CULTURAL MULTIPLICITY & MONUMENTS
In conversation with Ameena Hussein
Irrefutably, the cultural sectors and creative industries have been a large component of economic growth and increasingly contribute to nations and their identities monumentally. Cultural Times assesses that the contribution of cultural and creative industries is estimated to have been generating up to $250 billion in revenue a year, and thus creating 29.5 million jobs worldwide. In ARTRA’s journey and purpose to steer Corporate Cultural Responsibility, our service for The Club, HNB as Art Advisory Partner has set forth and continues to present a series of conversations and instalments that promote cultural awareness in the corporate industry in steering Sri Lanka’s cultural economy. On the 20th of August 2021, ARTRA provided The Club, HNB and its valued customers the opportunity to learn and explore the multiplicity of Sri Lanka from a cultural standpoint, together with Ameena Hussein, esteemed author and publisher through the exploration of her latest novel, ‘Ibn Battuta in Sri Lanka’.
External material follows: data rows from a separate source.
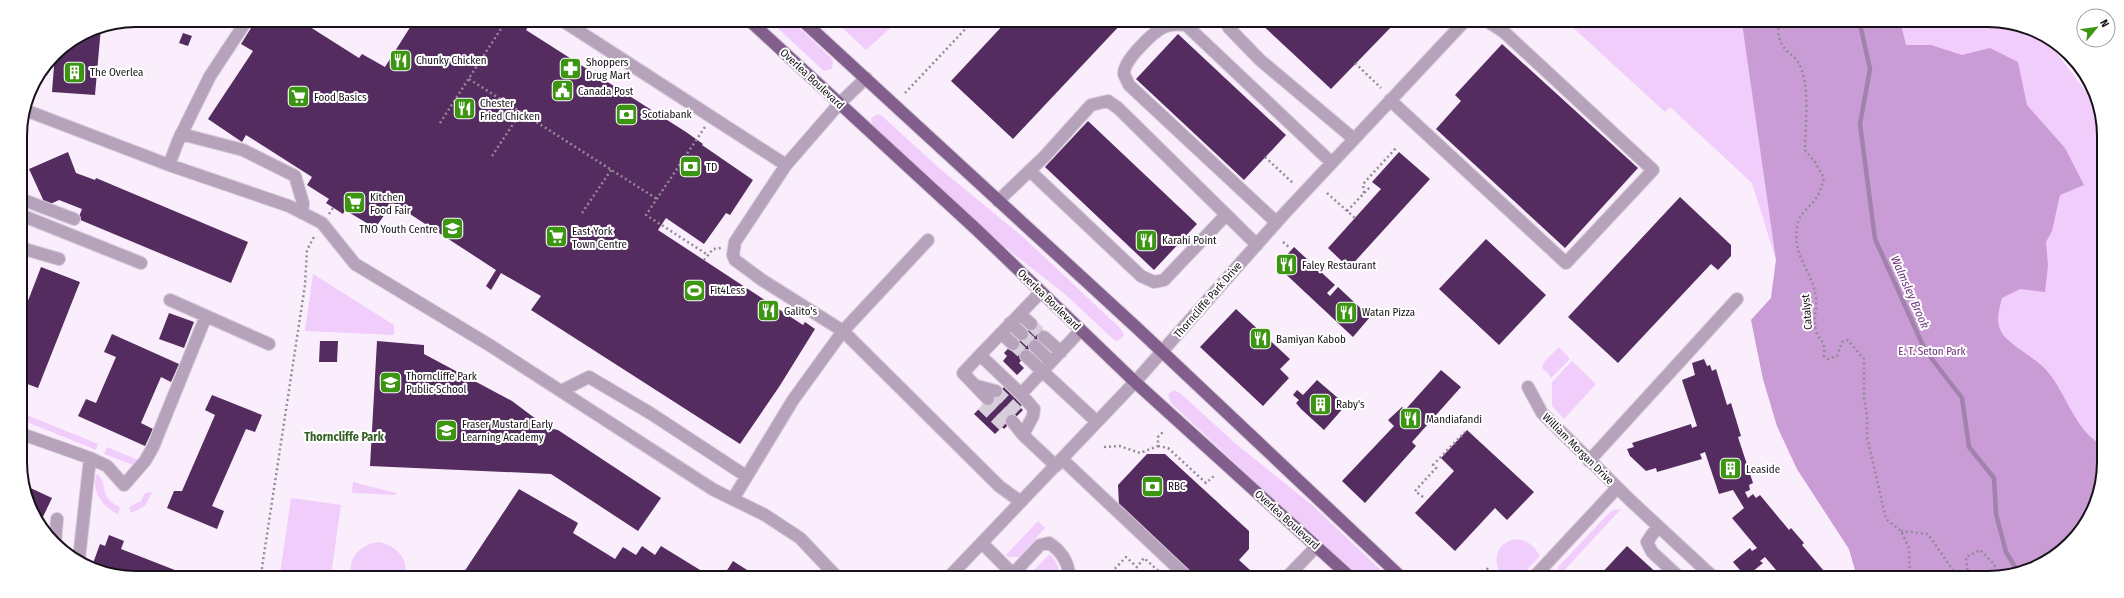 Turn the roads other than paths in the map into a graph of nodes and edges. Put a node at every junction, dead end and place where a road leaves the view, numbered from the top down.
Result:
1 (242, 27) edge
2 (572, 27) edge
3 (756, 27) edge
4 (810, 27) edge
5 (1163, 27) edge
6 (1188, 27) edge
7 (1228, 27) edge
8 (1459, 27) edge
9 (1496, 27) edge
10 (866, 78) junction
11 (1390, 100) junction
12 (838, 104) junction
13 (30, 112) edge
14 (181, 134) junction
15 (1354, 139) junction
16 (1332, 163) junction
17 (169, 165) junction
18 (786, 165) junction
19 (1030, 171) junction
20 (27, 201) edge
21 (998, 201) junction
22 (302, 213) junction
23 (1226, 215) junction
24 (27, 216) edge
25 (74, 219) dead end
26 (1276, 222) junction
27 (928, 240) dead end
28 (1256, 245) junction
29 (27, 250) edge
30 (59, 259) dead end
31 (141, 263) dead end
32 (1041, 292) junction
33 (1738, 299) dead end
34 (170, 300) dead end
35 (1020, 314) junction
36 (206, 316) junction
37 (1010, 323) junction
38 (1031, 324) tunnel mouth
39 (1082, 330) junction
40 (843, 332) junction
41 (1001, 333) junction
42 (1022, 334) tunnel mouth
43 (1044, 337) tunnel mouth
44 (269, 344) dead end
45 (1013, 344) tunnel mouth
46 (1035, 346) tunnel mouth
47 (1061, 352) junction
48 (1162, 352) junction
49 (980, 355) junction
50 (1026, 356) tunnel mouth
51 (1051, 362) junction
52 (1042, 371) junction
53 (1135, 382) junction
54 (977, 386) junction
55 (1528, 388) dead end
56 (561, 391) junction
57 (1021, 394) junction
58 (1097, 422) junction
59 (27, 436) edge
60 (90, 458) junction
61 (1589, 461) junction
62 (1059, 463) junction
63 (746, 476) junction
64 (1617, 488) junction
65 (734, 498) junction
66 (1021, 502) junction
67 (57, 519) dead end
68 (1658, 526) junction
69 (55, 535) edge
70 (983, 544) junction
71 (1316, 548) junction
72 (80, 556) edge
73 (831, 571) edge
74 (955, 571) edge
75 (1009, 571) edge
76 (1017, 571) edge
77 (1068, 571) edge
78 (1180, 571) edge
79 (1293, 571) edge
80 (1339, 571) edge
81 (1395, 571) edge
82 (1540, 571) edge
83 (1673, 571) edge
84 (1704, 571) edge

1 - 14 street
2 - 18 street
3 - 12 main road, Overlea Boulevard
4 - 10 main road
5 - 26 street
6 - 16 street
7 - 15 street
8 - 11 street, Thorncliffe Park Drive
9 - 11 street
10 - 12 street
10 - 21 main road
11 - 15 street, Thorncliffe Park Drive
12 - 18 street
12 - 32 main road, Overlea Boulevard
13 - 17 street
14 - 17 street
14 - 22 street
15 - 16 street, Thorncliffe Park Drive
16 - 26 street, Thorncliffe Park Drive
17 - 22 street
18 - 40 street
19 - 21 street
19 - 23 street
19 - 23 street
20 - 25 street
21 - 48 main road
22 - 56 street
23 - 28 street
24 - 31 street
26 - 28 street, Thorncliffe Park Drive
27 - 40 street
28 - 48 street, Thorncliffe Park Drive
29 - 30 street
32 - 35 street
32 - 39 main road, Overlea Boulevard
33 - 61 street
34 - 36 street
35 - 37 street
35 - 38 street
36 - 44 street
36 - 60 street
37 - 41 street
37 - 42 street
39 - 47 street
39 - 53 main road, Overlea Boulevard
40 - 63 street
40 - 66 street
41 - 45 street
41 - 49 street
43 - 47 street
46 - 51 street
47 - 51 street
48 - 53 street, Thorncliffe Park Drive
48 - 81 main road
49 - 54 street
49 - 57 street
50 - 52 street
51 - 52 street
52 - 57 street
52 - 58 street
53 - 58 street, Thorncliffe Park Drive
53 - 71 main road, Overlea Boulevard
54 - 54 street
55 - 61 street, William Morgan Drive
56 - 63 street
56 - 65 street
57 - 62 street
58 - 62 street, Thorncliffe Park Drive
59 - 60 street
60 - 72 street
61 - 64 street, William Morgan Drive
62 - 66 street, Thorncliffe Park Drive
62 - 78 street
63 - 65 street
64 - 68 street, William Morgan Drive
64 - 82 street, William Morgan Drive
65 - 73 street
66 - 70 street, Thorncliffe Park Drive
67 - 69 street
68 - 83 street
68 - 84 street, William Morgan Drive
70 - 74 street, Thorncliffe Park Drive
70 - 75 street
71 - 79 street
71 - 80 main road, Overlea Boulevard
76 - 77 street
The third instalment of this series explored the multiplicity of the nation and its inherent significance in creating the identity of Sri Lanka, and thereby the vitality of raising awareness of this multiplicity. ‘Ibn Battuta in Sri Lanka’ unveils the stories that created the nation of now; seeped into the soil of this country is its multicultural identity, from influences of the Dutch, Portuguese and British, from Kings of long past, those who have landed on Taprobane soil and have instilled rich diverse mediums of living. Our conversation with the author revealed these intrinsic nuances. Ameena’s pursuit of Ibn Battuta’s trail is rich in presenting the diversity and identity of the nation. We find in the remnants of cultural architecture and documented literature what becomes of those colonial influences and find them woven into the lives of society, politics and ethics in today’s context still, yet observed through a society that has adopted those as their own. Her narration of the novel reveals the significance in highlighting the rich tapestry of ethnics we are embedded in, and in our conversation, comprehended the urgent need of the creative industry to impart these narratives.
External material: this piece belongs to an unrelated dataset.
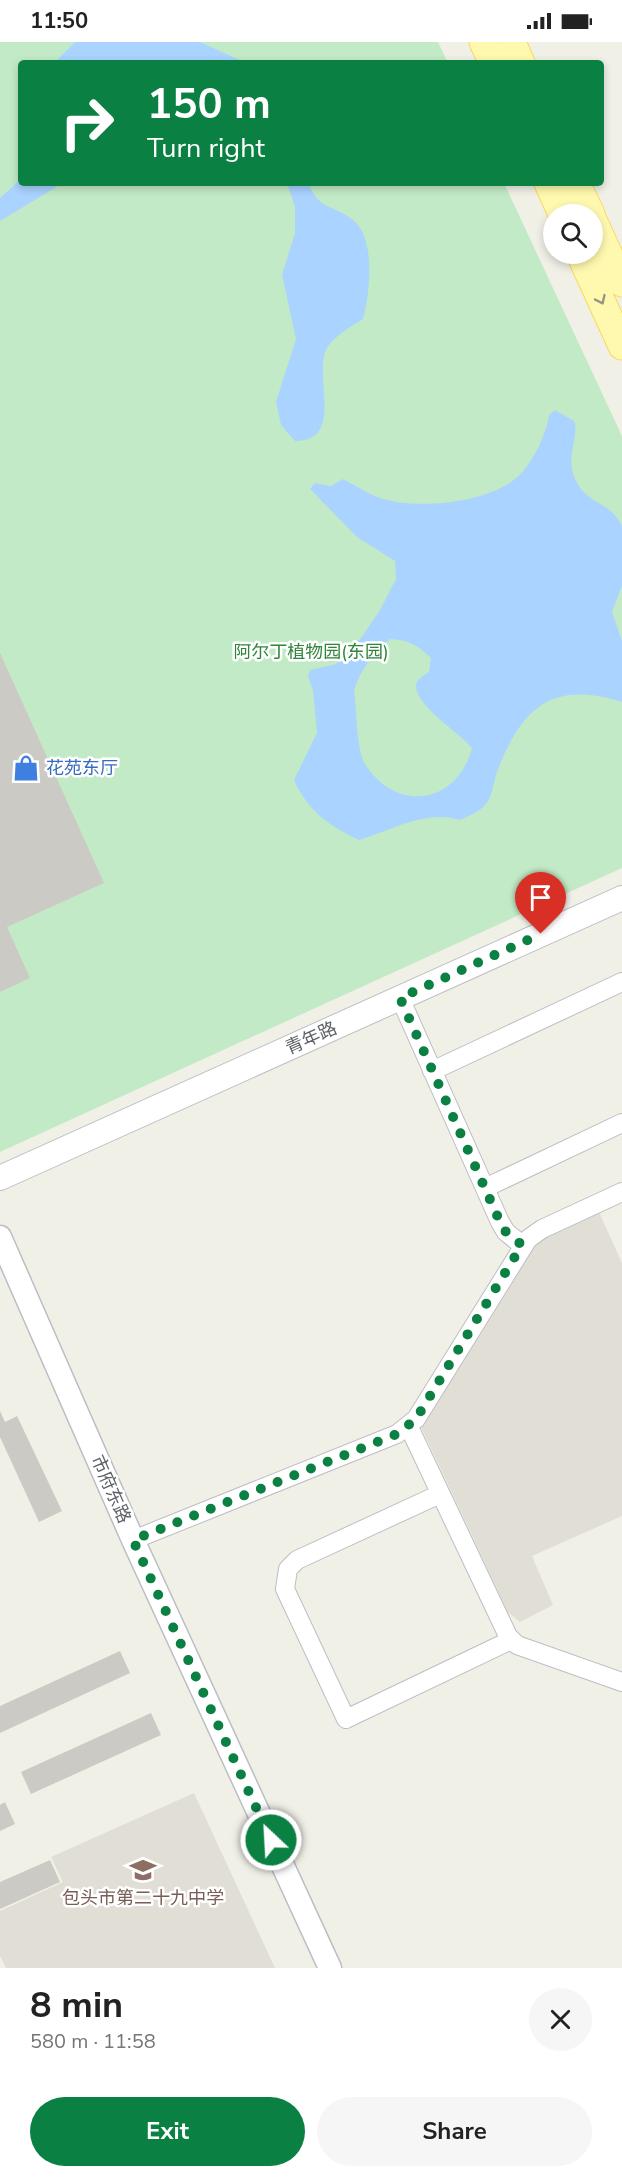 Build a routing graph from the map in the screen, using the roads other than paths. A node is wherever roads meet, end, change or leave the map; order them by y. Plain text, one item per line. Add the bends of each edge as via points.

Between readings and imparting stories and legacies that contributed to the creation of her novel, Ameena discussed detailed nuances of the cultural significance that contributed to elevating the vitality of hearing Ibn Battuta’s journey. She explains, “I was lucky enough to be one of the last generations to grow up in a very openly multicultural atmosphere. Because of my experiences, I took this multiculturalism utterly for granted. But as you grow older, you are prone to see the polarization that is sometimes nurtured and fed politically.” ARTRA, in steering Sri Lanka’s cultural economy through Corporate Cultural Responsibility, spoke to Ameena on her attempt to raise this cultural awareness through her literature. Her retracing of Ibn Battuta’s trail led her to a myriad of ethnic and ethnic revelations – from the inspired architecture to rediscovery passages of pilgrimages, each component presenting the diversities of Sri Lanka’s cultural landscape. Thus, ARTRA’s aim to promote such awareness in corporate industries is fructuous and through our conversation with Ameena presents these nuances of cultural multiplicities.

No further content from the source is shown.